== What is being asked ==
Below is a block of entries; repeat all of it exactly but omit the pictures.

== Supplied information ==
[Start of Attachment]

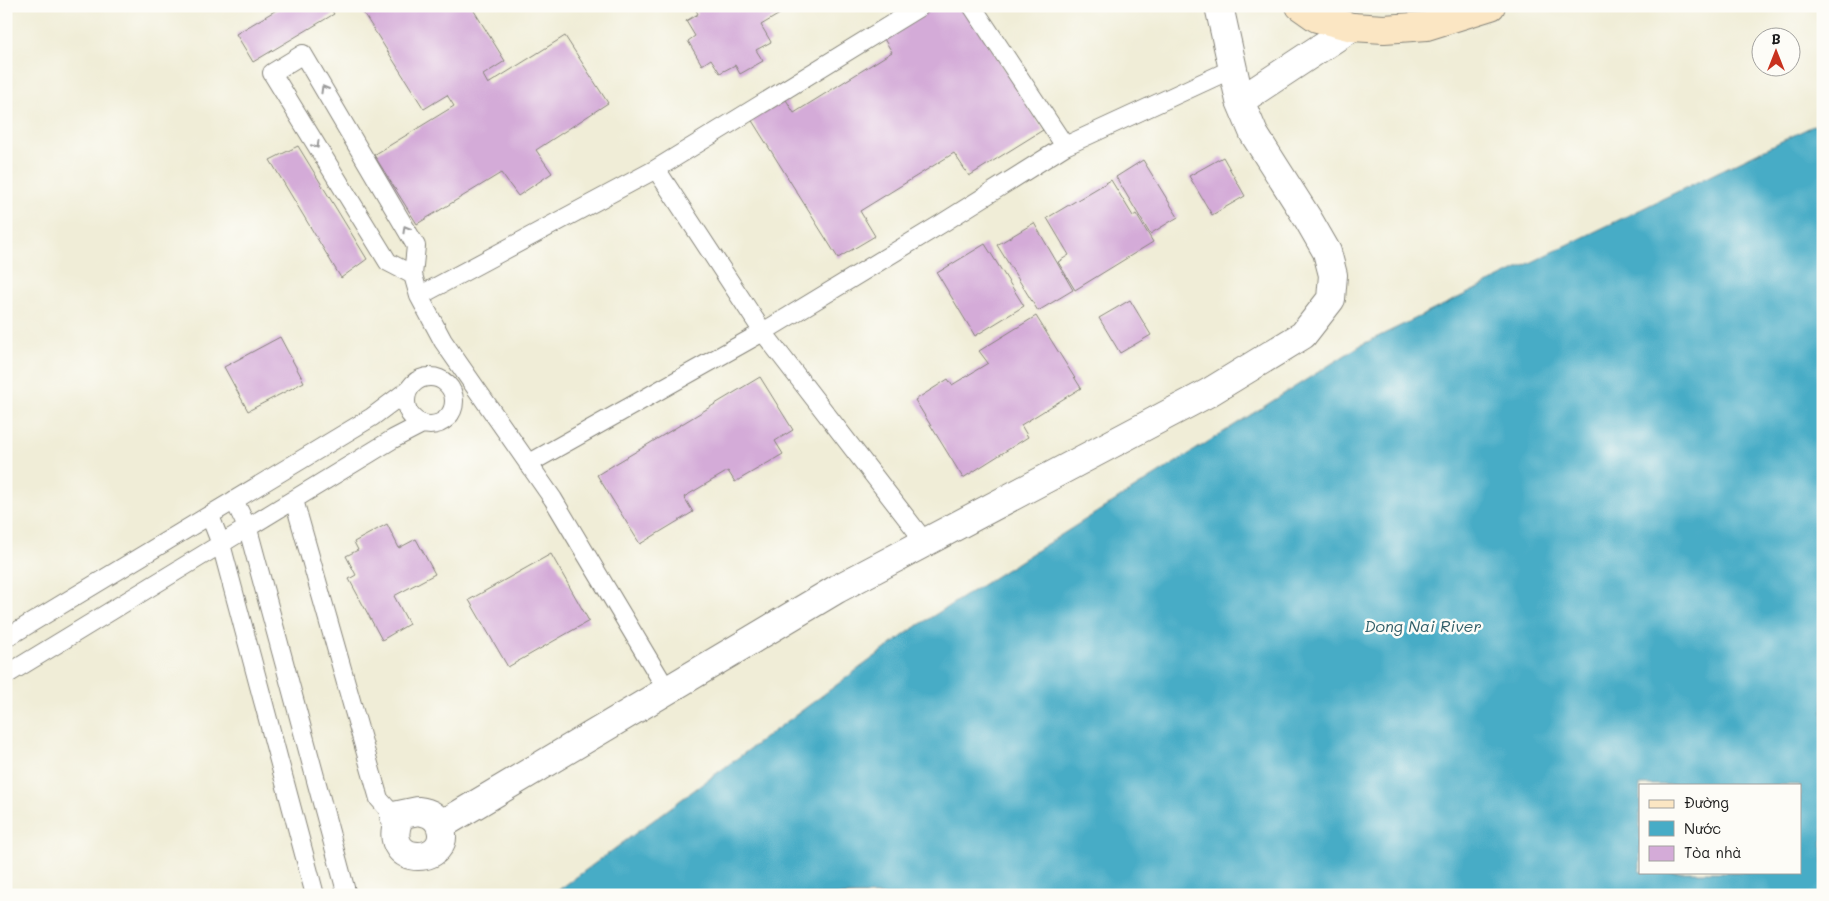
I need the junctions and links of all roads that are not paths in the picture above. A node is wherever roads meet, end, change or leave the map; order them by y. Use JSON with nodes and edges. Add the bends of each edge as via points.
{"nodes":[{"id":1,"x":921,"y":6,"type":"edge"},
{"id":2,"x":972,"y":6,"type":"edge"},
{"id":3,"x":1219,"y":6,"type":"edge"},
{"id":4,"x":1300,"y":6,"type":"edge"},
{"id":5,"x":1490,"y":6,"type":"edge"},
{"id":6,"x":1352,"y":27,"type":"junction"},
{"id":7,"x":1232,"y":69,"type":"junction"},
{"id":8,"x":1240,"y":101,"type":"junction"},
{"id":9,"x":1065,"y":146,"type":"junction"},
{"id":10,"x":656,"y":169,"type":"junction"},
{"id":11,"x":413,"y":275,"type":"junction"},
{"id":12,"x":418,"y":296,"type":"junction"},
{"id":13,"x":763,"y":332,"type":"junction"},
{"id":14,"x":464,"y":372,"type":"junction"},
{"id":15,"x":448,"y":386,"type":"junction"},
{"id":16,"x":408,"y":390,"type":"junction"},
{"id":17,"x":422,"y":424,"type":"junction"},
{"id":18,"x":528,"y":464,"type":"junction"},
{"id":19,"x":234,"y":500,"type":"junction"},
{"id":20,"x":294,"y":500,"type":"junction"},
{"id":21,"x":210,"y":516,"type":"junction"},
{"id":22,"x":248,"y":528,"type":"junction"},
{"id":23,"x":925,"y":542,"type":"junction"},
{"id":24,"x":221,"y":544,"type":"junction"},
{"id":25,"x":6,"y":638,"type":"edge"},
{"id":26,"x":6,"y":676,"type":"edge"},
{"id":27,"x":667,"y":690,"type":"junction"},
{"id":28,"x":394,"y":816,"type":"junction"},
{"id":29,"x":438,"y":820,"type":"junction"},
{"id":30,"x":315,"y":895,"type":"edge"},
{"id":31,"x":346,"y":895,"type":"edge"}],
"edges":[{"from":1,"to":10,"type":"lane"},
{"from":2,"to":9,"type":"lane"},
{"from":3,"to":7,"type":"street"},
{"from":4,"to":6,"type":"main road","via":[[1317,18]]},
{"from":5,"to":6,"type":"main road","via":[[1426,26]]},
{"from":6,"to":8,"type":"street"},
{"from":7,"to":8,"type":"street"},
{"from":7,"to":9,"type":"lane"},
{"from":8,"to":23,"type":"street","via":[[1254,134],[1327,252],[1334,275],[1331,299],[1303,335],[1208,393]]},
{"from":9,"to":13,"type":"lane"},
{"from":10,"to":12,"type":"lane"},
{"from":10,"to":13,"type":"lane"},
{"from":11,"to":11,"type":"lane","one_way":true,"via":[[416,246],[303,54],[272,73],[388,262]]},
{"from":11,"to":12,"type":"lane"},
{"from":12,"to":14,"type":"lane"},
{"from":13,"to":18,"type":"lane"},
{"from":13,"to":23,"type":"lane"},
{"from":14,"to":15,"type":"lane"},
{"from":14,"to":18,"type":"lane"},
{"from":15,"to":16,"type":"lane","via":[[437,378],[424,378]]},
{"from":15,"to":17,"type":"lane","via":[[453,406],[447,417],[436,424]]},
{"from":16,"to":17,"type":"lane","via":[[407,410]]},
{"from":16,"to":19,"type":"lane","via":[[372,417]]},
{"from":17,"to":20,"type":"lane"},
{"from":18,"to":27,"type":"lane"},
{"from":19,"to":21,"type":"lane"},
{"from":19,"to":22,"type":"lane"},
{"from":20,"to":22,"type":"lane"},
{"from":20,"to":28,"type":"lane","via":[[379,799]]},
{"from":21,"to":24,"type":"lane"},
{"from":21,"to":25,"type":"lane"},
{"from":22,"to":24,"type":"lane"},
{"from":22,"to":31,"type":"lane"},
{"from":23,"to":27,"type":"street","via":[[837,589]]},
{"from":24,"to":26,"type":"lane"},
{"from":24,"to":30,"type":"lane"},
{"from":27,"to":29,"type":"street","via":[[448,821]]},
{"from":28,"to":29,"type":"street","via":[[418,811]]},
{"from":28,"to":29,"type":"street","via":[[398,821],[397,843],[408,855],[416,857],[423,857],[436,849],[442,835]]}]}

[End of Attachment]

== Solution for this exercise ==
I need the junctions and links of all roads that are not paths in the picture above. A node is wherever roads meet, end, change or leave the map; order them by y. Use JSON with nodes and edges. Add the bends of each edge as via points.
{"nodes":[{"id":1,"x":921,"y":6,"type":"edge"},
{"id":2,"x":972,"y":6,"type":"edge"},
{"id":3,"x":1219,"y":6,"type":"edge"},
{"id":4,"x":1300,"y":6,"type":"edge"},
{"id":5,"x":1490,"y":6,"type":"edge"},
{"id":6,"x":1352,"y":27,"type":"junction"},
{"id":7,"x":1232,"y":69,"type":"junction"},
{"id":8,"x":1240,"y":101,"type":"junction"},
{"id":9,"x":1065,"y":146,"type":"junction"},
{"id":10,"x":656,"y":169,"type":"junction"},
{"id":11,"x":413,"y":275,"type":"junction"},
{"id":12,"x":418,"y":296,"type":"junction"},
{"id":13,"x":763,"y":332,"type":"junction"},
{"id":14,"x":464,"y":372,"type":"junction"},
{"id":15,"x":448,"y":386,"type":"junction"},
{"id":16,"x":408,"y":390,"type":"junction"},
{"id":17,"x":422,"y":424,"type":"junction"},
{"id":18,"x":528,"y":464,"type":"junction"},
{"id":19,"x":234,"y":500,"type":"junction"},
{"id":20,"x":294,"y":500,"type":"junction"},
{"id":21,"x":210,"y":516,"type":"junction"},
{"id":22,"x":248,"y":528,"type":"junction"},
{"id":23,"x":925,"y":542,"type":"junction"},
{"id":24,"x":221,"y":544,"type":"junction"},
{"id":25,"x":6,"y":638,"type":"edge"},
{"id":26,"x":6,"y":676,"type":"edge"},
{"id":27,"x":667,"y":690,"type":"junction"},
{"id":28,"x":394,"y":816,"type":"junction"},
{"id":29,"x":438,"y":820,"type":"junction"},
{"id":30,"x":315,"y":895,"type":"edge"},
{"id":31,"x":346,"y":895,"type":"edge"}],
"edges":[{"from":1,"to":10,"type":"lane"},
{"from":2,"to":9,"type":"lane"},
{"from":3,"to":7,"type":"street"},
{"from":4,"to":6,"type":"main road","via":[[1317,18]]},
{"from":5,"to":6,"type":"main road","via":[[1426,26]]},
{"from":6,"to":8,"type":"street"},
{"from":7,"to":8,"type":"street"},
{"from":7,"to":9,"type":"lane"},
{"from":8,"to":23,"type":"street","via":[[1254,134],[1327,252],[1334,275],[1331,299],[1303,335],[1208,393]]},
{"from":9,"to":13,"type":"lane"},
{"from":10,"to":12,"type":"lane"},
{"from":10,"to":13,"type":"lane"},
{"from":11,"to":11,"type":"lane","one_way":true,"via":[[416,246],[303,54],[272,73],[388,262]]},
{"from":11,"to":12,"type":"lane"},
{"from":12,"to":14,"type":"lane"},
{"from":13,"to":18,"type":"lane"},
{"from":13,"to":23,"type":"lane"},
{"from":14,"to":15,"type":"lane"},
{"from":14,"to":18,"type":"lane"},
{"from":15,"to":16,"type":"lane","via":[[437,378],[424,378]]},
{"from":15,"to":17,"type":"lane","via":[[453,406],[447,417],[436,424]]},
{"from":16,"to":17,"type":"lane","via":[[407,410]]},
{"from":16,"to":19,"type":"lane","via":[[372,417]]},
{"from":17,"to":20,"type":"lane"},
{"from":18,"to":27,"type":"lane"},
{"from":19,"to":21,"type":"lane"},
{"from":19,"to":22,"type":"lane"},
{"from":20,"to":22,"type":"lane"},
{"from":20,"to":28,"type":"lane","via":[[379,799]]},
{"from":21,"to":24,"type":"lane"},
{"from":21,"to":25,"type":"lane"},
{"from":22,"to":24,"type":"lane"},
{"from":22,"to":31,"type":"lane"},
{"from":23,"to":27,"type":"street","via":[[837,589]]},
{"from":24,"to":26,"type":"lane"},
{"from":24,"to":30,"type":"lane"},
{"from":27,"to":29,"type":"street","via":[[448,821]]},
{"from":28,"to":29,"type":"street","via":[[418,811]]},
{"from":28,"to":29,"type":"street","via":[[398,821],[397,843],[408,855],[416,857],[423,857],[436,849],[442,835]]}]}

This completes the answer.